Colson Whitehead's The Underground Railroad won this year's National Book Award and for very good reason.
"Cora is a slave on a cotton plantation in Georgia. Life is hellish for all the slaves but especially bad for Cora; an outcast even among her fellow Africans, she is coming into womanhood - where even greater pain awaits. When Caesar, a recent arrival from Virginia, tells her about the Underground Railroad, they decide to take a terrifying risk and escape. Matters do not go as planned and, though they manage to find a station and head north, they are being hunted.
In Whitehead's ingenious conception, the Underground Railroad is no mere metaphor - engineers and conductors operate a secret network of tracks and tunnels beneath the Southern soil. Cora and Caesar's first stop is South Carolina, in a city that initially seems like a haven - but the city's placid surface masks an insidious scheme designed for its black denizens.
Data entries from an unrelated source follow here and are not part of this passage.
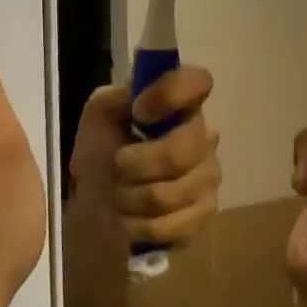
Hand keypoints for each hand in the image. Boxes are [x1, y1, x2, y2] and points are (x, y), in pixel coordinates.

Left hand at [69, 65, 220, 251]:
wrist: (97, 203)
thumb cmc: (102, 150)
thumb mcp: (99, 115)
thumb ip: (117, 97)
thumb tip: (138, 98)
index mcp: (182, 104)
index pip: (198, 81)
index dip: (169, 95)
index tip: (138, 112)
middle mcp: (205, 136)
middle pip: (179, 153)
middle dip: (134, 165)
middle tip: (116, 167)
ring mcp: (209, 177)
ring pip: (168, 194)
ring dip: (129, 198)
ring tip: (118, 195)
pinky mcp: (205, 216)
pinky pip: (171, 225)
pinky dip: (138, 225)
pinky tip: (131, 218)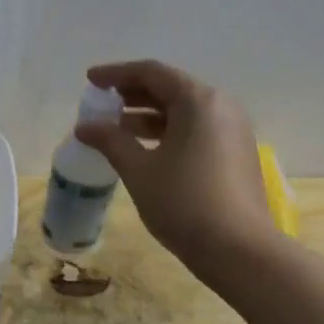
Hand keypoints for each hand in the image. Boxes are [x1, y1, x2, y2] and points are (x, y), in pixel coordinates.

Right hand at [74, 60, 274, 272]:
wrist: (239, 250)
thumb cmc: (184, 203)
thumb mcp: (139, 170)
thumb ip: (110, 141)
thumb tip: (84, 127)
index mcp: (198, 100)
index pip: (151, 72)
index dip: (116, 74)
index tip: (90, 81)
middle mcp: (220, 106)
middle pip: (170, 88)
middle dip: (132, 94)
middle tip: (101, 104)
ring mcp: (232, 130)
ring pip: (183, 111)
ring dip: (148, 116)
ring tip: (116, 130)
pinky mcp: (236, 153)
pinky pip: (196, 130)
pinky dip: (167, 132)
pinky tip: (144, 151)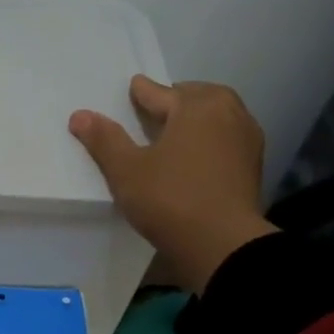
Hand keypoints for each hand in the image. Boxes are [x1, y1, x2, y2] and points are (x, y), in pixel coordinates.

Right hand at [69, 75, 277, 292]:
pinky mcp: (253, 167)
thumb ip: (105, 140)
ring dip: (197, 119)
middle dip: (176, 100)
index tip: (133, 88)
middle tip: (156, 110)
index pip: (161, 93)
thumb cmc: (171, 199)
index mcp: (197, 106)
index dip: (141, 93)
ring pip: (217, 118)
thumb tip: (80, 115)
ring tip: (176, 132)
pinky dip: (211, 140)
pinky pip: (227, 140)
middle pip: (197, 98)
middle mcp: (228, 113)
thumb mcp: (127, 171)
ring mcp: (247, 140)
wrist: (223, 245)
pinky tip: (196, 156)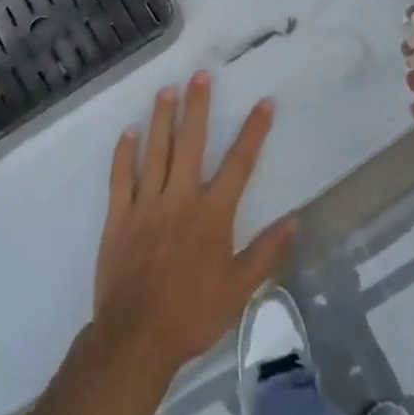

Even worse: Ridgeway, the relentless slave catcher, is close on their heels. Forced to flee again, Cora embarks on a harrowing flight, state by state, seeking true freedom.
As Whitehead brilliantly re-creates the unique terrors for black people in the pre-Civil War era, his narrative seamlessly weaves the saga of America from the brutal importation of Africans to the unfulfilled promises of the present day. The Underground Railroad is at once a kinetic adventure tale of one woman's ferocious will to escape the horrors of bondage and a shattering, powerful meditation on the history we all share."
It was a read I'd been looking forward to for quite some time and I was extremely excited to reach the top of the queue at the library. This book was incredibly well written and heavy in a way that takes your breath away. He does an incredible job of intertwining history with a story that sucks you in. It's grotesquely accurate in it's portrayal of our history as a country and it scares me to see how much we've regressed. Whitehead had the idea for this book 16 years ago but waited until he felt like he could do it justice. It's more relevant now than ever before.
“The whites came to this land for a fresh start and to escape the tyranny of their masters, just as the freemen had fled theirs. But the ideals they held up for themselves, they denied others.”
Books, especially this one, are helping me to find the right questions to ask and to dig a little deeper into my discomfort. To realize the responsibility I have in this day and age, and to feel the weight of it all. To be challenged and pushed forward.
I'll finish with these words by @athousandbooks:
"It's interesting to see what's happening in literature in 2016 juxtaposed with the current political climate. Books addressing the scourge of slavery like Homegoing and The Underground Railroad are bestsellers, plays like Hamilton are sold out, and yet deep down I think many of us have a sense that despite changes to laws, the collective mindset concerning race remains stagnant. Why is that? I don't think it's wrong to read these books on the beach or set them next to steaming cups of coffee and lunch or melt ice cream on their covers, but as we illuminate, let's also remember the dark tragedy of it all. When literature emits pain like heat, may we as readers feel its prick and do our best to remember the oven is still on."